BARRY GALLAGHER continues our series on City team-mates with his take on the Fourth Division runners-up from 1982.


Rammers was a very experienced keeper, a good talker at the back and was always giving information to his back four. A good shot stopper and would always look to get the team on the front foot, going forward as quickly as possible.


Was a lot younger than Rammers, physically very fit and another a good trainer. He was not the best on crosses at first but he would stay behind after training to work on the things he needed to.

He would often ask me to stay behind after training to put some crosses in as well as practice his shot-stopping.


The coolest dude you could ever wish to meet and was very quick at right-back.

Not many could beat Poddy even if they got past him with their ability.

He would never give in and would eventually catch them up. I played in front of Ces on the right of midfield and he would always be available for the overlap.

A gentleman among a bunch of young men trying to find our way in pro football. He loved music and still dances to this day - and the girls loved him!
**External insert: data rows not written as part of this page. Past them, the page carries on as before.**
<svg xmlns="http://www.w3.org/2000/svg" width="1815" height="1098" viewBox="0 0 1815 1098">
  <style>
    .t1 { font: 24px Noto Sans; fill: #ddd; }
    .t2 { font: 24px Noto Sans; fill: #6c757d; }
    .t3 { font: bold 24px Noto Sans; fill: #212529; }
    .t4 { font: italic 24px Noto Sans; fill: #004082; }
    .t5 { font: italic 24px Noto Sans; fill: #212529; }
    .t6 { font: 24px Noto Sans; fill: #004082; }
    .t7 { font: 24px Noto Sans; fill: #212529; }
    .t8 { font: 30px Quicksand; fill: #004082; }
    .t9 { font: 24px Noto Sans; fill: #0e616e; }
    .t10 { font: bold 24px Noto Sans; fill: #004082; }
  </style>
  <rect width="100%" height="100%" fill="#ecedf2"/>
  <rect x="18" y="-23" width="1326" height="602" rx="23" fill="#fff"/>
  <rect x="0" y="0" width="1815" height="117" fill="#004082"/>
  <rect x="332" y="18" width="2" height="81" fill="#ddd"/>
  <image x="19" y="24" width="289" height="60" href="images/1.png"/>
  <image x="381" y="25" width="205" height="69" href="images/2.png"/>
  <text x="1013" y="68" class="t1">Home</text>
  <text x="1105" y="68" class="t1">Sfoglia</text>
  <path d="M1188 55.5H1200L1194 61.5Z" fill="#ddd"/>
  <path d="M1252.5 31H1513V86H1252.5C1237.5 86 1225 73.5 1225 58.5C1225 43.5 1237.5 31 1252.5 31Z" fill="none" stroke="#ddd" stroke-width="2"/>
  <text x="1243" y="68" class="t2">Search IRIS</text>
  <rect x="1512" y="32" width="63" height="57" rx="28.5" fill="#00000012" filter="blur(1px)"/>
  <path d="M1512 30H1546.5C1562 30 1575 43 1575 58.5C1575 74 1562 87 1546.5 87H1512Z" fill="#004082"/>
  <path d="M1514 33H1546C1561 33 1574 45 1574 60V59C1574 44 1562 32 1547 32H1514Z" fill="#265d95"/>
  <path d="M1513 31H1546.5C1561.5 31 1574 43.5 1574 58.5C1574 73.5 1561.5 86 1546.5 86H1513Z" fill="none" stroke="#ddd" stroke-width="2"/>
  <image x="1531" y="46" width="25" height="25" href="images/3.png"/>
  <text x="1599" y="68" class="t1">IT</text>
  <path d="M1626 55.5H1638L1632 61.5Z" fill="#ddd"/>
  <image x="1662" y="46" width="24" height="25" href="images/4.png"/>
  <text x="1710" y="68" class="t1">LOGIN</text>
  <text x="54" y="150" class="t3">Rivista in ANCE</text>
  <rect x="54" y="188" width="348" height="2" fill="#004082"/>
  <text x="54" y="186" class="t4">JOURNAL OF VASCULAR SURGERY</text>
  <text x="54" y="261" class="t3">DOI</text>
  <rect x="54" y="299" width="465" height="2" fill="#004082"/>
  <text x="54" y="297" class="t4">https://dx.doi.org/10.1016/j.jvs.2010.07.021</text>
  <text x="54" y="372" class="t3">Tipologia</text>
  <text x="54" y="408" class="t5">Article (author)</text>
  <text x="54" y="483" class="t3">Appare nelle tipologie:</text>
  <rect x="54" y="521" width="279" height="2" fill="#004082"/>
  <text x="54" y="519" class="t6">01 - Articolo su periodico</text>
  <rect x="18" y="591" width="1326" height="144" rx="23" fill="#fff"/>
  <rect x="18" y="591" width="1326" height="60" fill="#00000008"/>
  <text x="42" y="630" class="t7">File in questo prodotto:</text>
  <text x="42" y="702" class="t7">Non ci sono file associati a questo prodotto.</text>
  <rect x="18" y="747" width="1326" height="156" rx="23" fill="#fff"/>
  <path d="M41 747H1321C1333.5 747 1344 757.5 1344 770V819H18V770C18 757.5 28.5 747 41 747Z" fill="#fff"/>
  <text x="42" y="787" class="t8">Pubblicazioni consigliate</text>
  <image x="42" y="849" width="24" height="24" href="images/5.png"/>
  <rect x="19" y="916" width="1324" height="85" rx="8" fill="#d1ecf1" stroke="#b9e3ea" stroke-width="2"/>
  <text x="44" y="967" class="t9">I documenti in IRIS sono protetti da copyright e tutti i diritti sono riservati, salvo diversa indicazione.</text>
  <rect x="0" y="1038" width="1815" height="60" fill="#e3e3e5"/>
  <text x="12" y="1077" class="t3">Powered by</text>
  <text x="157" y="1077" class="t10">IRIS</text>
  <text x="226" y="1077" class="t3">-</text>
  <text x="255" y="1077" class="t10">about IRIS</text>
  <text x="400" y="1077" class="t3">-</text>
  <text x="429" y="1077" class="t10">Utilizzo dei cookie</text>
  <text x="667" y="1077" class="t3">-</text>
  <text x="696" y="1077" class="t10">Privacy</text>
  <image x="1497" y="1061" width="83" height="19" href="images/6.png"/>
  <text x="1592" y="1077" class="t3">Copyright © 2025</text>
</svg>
Terry wasn’t the tallest of centre halves but was still very good in the air against big strikers.

He had a great sense of what was around him and would cover very quickly all the back four.

His distribution was always very good and he was strong in the tackle. He had great pace and was physically very fit.

A quiet man off the field but not on it. If things weren’t going according to plan, he would let you know.


Thommo was a leader and would always let everyone know what he expected from them.

A good talker at the back, good in the air and no slouch on the floor. He was a threat from corners and free-kicks in the opposition box.

Tommo had a ‘tache at that time and looked a bit like Burt Reynolds.


The gaffer was the complete centre-half and led by example. He was the best passer at the back and would throw himself into every tackle, even if he wasn’t favourite to win it.

He would give his all and expected everyone else to do the same. He was one of the lads on the pitch and would join us for the occasional drink after the game.

He believed we should all be together on and off the field and that was a great thing to be part of. He wasn’t bad at free-kicks in and around the opposition box – if I let him. He would give me a wink of the eye and that would give me so much confidence to score from set-pieces.


Chappy could play anywhere on the left-hand side and was very fit and quick. He wasn’t the tallest but that never bothered him had he was always comfortable on the ball.

A great crosser, Chappy would the life and soul of the party. A very funny guy and smart dresser too, he was always the one to organise any do’s we had to go to and what the rules were.

Those were the good times – I’d love to go into more detail, but Chappy won’t let me!


Jacko and I came through together as apprentices. We were that close, our birthdays are April 6 and 7, 1961 - both 59 not out at the moment and long may it continue.

Jacko was a raw centre half who became a great one and a lot of his improvement came when Roy McFarland was at Bradford.

He was always very fit, good in the air and became very good on the floor through his appetite to become the best. Jacko worked his socks off to get to the top and he was eventually rewarded with his move to Newcastle United.

A pleasure to play alongside, a great example of believing in himself and a load of hard work. I still see Jacko quite regularly and we reminisce about old times.


Chippy led by example on and off the field. He had great left foot, was a great crosser of the ball and a great human being.

He wasn’t the quickest of players like me but read the game so well that he rarely got beaten. His positioning was always good.

A model professional who would give advice on maintaining high standards.

Chippy is a good friend and he hasn’t changed. Once a gent, always a gent!